■ What to work on:
Copy word for word the lines from the start of the records through the line that contains "Trace all roads that are not paths in the", both included.

▶

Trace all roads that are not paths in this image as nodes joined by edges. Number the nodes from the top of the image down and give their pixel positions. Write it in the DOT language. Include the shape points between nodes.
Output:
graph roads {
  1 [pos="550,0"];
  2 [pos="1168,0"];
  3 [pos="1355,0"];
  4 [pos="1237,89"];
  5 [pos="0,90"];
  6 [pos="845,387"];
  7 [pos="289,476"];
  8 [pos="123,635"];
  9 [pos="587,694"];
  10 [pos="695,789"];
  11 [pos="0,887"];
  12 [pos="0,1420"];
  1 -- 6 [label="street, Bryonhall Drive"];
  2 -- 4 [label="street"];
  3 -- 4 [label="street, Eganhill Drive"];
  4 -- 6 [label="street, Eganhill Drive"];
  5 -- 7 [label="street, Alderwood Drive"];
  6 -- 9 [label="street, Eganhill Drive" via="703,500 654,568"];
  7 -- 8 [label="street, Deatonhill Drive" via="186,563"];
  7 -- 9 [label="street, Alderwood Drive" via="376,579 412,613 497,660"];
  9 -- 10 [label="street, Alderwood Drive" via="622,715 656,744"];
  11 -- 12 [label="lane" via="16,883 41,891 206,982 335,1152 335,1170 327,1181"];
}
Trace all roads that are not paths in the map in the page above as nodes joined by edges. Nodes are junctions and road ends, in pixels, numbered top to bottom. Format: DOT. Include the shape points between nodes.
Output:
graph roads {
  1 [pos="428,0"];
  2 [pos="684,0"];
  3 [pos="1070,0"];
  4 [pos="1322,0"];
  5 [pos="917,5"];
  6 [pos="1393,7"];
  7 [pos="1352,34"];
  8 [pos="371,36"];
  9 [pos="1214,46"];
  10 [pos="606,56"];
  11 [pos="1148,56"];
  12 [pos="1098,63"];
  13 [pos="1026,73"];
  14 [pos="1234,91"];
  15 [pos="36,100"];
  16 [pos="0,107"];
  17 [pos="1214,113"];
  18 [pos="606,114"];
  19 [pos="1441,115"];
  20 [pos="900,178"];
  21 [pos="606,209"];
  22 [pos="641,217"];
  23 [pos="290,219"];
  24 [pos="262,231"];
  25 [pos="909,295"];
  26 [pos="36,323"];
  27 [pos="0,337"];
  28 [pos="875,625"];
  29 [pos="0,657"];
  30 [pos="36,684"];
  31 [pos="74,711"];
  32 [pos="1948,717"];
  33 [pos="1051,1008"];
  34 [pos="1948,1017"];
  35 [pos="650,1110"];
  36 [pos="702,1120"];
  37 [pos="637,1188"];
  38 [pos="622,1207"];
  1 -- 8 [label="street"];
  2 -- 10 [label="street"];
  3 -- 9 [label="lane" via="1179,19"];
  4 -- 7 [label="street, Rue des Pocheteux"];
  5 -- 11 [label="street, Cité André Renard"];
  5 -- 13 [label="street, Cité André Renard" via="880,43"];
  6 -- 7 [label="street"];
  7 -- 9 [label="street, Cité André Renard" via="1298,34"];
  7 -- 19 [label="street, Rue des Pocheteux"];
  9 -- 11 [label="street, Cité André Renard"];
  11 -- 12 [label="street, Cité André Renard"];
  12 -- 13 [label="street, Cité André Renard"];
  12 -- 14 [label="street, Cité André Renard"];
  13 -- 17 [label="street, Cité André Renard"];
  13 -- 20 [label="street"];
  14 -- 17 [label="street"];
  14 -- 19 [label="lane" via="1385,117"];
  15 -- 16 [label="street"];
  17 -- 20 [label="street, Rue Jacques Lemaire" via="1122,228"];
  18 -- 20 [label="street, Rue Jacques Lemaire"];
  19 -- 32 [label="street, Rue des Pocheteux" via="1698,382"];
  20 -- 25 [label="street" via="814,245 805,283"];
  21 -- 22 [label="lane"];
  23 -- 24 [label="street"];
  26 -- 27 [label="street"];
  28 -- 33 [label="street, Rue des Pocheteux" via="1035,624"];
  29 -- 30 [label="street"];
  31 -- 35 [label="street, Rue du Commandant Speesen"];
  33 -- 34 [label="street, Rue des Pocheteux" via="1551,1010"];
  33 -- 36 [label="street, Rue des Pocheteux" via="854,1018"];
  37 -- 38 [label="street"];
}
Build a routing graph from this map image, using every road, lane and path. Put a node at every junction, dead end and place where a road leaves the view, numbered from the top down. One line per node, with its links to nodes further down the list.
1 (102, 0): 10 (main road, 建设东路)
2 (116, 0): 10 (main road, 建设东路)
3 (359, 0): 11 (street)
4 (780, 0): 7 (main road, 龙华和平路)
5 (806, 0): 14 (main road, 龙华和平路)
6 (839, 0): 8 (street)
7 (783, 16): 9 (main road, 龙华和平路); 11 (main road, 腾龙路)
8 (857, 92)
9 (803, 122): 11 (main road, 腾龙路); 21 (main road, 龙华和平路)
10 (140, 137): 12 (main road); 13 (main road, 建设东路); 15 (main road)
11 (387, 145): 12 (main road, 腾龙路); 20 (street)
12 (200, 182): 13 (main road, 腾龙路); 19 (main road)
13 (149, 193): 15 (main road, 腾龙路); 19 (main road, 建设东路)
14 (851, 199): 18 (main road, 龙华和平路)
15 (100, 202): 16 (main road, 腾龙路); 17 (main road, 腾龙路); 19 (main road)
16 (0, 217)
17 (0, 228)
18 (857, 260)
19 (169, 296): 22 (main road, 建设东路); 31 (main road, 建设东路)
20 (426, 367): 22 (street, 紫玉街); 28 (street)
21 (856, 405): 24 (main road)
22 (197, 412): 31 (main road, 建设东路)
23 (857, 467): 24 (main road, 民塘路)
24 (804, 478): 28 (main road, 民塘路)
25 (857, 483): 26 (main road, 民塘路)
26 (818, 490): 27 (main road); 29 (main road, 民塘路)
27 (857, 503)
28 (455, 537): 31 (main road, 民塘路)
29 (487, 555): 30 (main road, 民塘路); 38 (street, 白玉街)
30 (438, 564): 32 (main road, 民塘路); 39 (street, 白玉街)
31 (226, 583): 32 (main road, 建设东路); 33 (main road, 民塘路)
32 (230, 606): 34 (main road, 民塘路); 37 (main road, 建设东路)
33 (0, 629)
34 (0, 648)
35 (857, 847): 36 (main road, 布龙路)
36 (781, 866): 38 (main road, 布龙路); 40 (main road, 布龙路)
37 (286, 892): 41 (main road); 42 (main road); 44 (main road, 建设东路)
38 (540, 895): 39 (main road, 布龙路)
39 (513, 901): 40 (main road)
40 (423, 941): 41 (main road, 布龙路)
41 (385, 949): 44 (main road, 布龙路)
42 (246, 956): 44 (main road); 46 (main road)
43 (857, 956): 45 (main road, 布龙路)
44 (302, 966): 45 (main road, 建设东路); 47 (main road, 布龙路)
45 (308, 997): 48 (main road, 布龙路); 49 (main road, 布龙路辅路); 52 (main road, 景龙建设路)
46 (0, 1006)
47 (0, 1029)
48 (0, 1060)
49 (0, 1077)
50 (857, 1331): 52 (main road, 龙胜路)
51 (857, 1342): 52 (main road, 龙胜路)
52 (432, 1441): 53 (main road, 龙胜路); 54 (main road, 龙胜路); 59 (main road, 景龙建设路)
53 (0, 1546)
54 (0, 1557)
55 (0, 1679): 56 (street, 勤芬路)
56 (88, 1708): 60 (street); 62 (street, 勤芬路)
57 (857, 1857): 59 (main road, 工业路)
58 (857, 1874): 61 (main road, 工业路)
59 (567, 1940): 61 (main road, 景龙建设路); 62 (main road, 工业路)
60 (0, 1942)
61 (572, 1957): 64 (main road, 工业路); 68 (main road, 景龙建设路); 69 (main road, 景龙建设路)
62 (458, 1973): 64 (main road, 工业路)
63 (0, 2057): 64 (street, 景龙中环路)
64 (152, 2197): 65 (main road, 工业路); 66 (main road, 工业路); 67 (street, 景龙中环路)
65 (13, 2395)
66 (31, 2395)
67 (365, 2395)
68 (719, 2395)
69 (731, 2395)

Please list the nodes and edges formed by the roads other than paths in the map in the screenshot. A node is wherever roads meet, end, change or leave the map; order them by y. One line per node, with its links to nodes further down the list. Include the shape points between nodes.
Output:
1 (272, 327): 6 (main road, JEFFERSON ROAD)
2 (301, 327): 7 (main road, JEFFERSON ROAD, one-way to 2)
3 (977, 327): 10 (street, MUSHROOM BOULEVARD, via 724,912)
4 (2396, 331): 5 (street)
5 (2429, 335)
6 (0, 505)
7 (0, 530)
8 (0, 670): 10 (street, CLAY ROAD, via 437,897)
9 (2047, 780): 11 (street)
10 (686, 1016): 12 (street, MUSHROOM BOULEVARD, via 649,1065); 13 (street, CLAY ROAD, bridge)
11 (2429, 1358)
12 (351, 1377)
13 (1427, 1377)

◀

■ Reply to the task:
Trace all roads that are not paths in this image as nodes joined by edges. Number the nodes from the top of the image down and give their pixel positions. Write it in the DOT language. Include the shape points between nodes.
Output:
graph roads {
  1 [pos="550,0"];
  2 [pos="1168,0"];
  3 [pos="1355,0"];
  4 [pos="1237,89"];
  5 [pos="0,90"];
  6 [pos="845,387"];
  7 [pos="289,476"];
  8 [pos="123,635"];
  9 [pos="587,694"];
  10 [pos="695,789"];
  11 [pos="0,887"];
  12 [pos="0,1420"];
  1 -- 6 [label="street, Bryonhall Drive"];
  2 -- 4 [label="street"];
  3 -- 4 [label="street, Eganhill Drive"];
  4 -- 6 [label="street, Eganhill Drive"];
  5 -- 7 [label="street, Alderwood Drive"];
  6 -- 9 [label="street, Eganhill Drive" via="703,500 654,568"];
  7 -- 8 [label="street, Deatonhill Drive" via="186,563"];
  7 -- 9 [label="street, Alderwood Drive" via="376,579 412,613 497,660"];
  9 -- 10 [label="street, Alderwood Drive" via="622,715 656,744"];
  11 -- 12 [label="lane" via="16,883 41,891 206,982 335,1152 335,1170 327,1181"];
}
Trace all roads that are not paths in the map in the page above as nodes joined by edges. Nodes are junctions and road ends, in pixels, numbered top to bottom. Format: DOT. Include the shape points between nodes.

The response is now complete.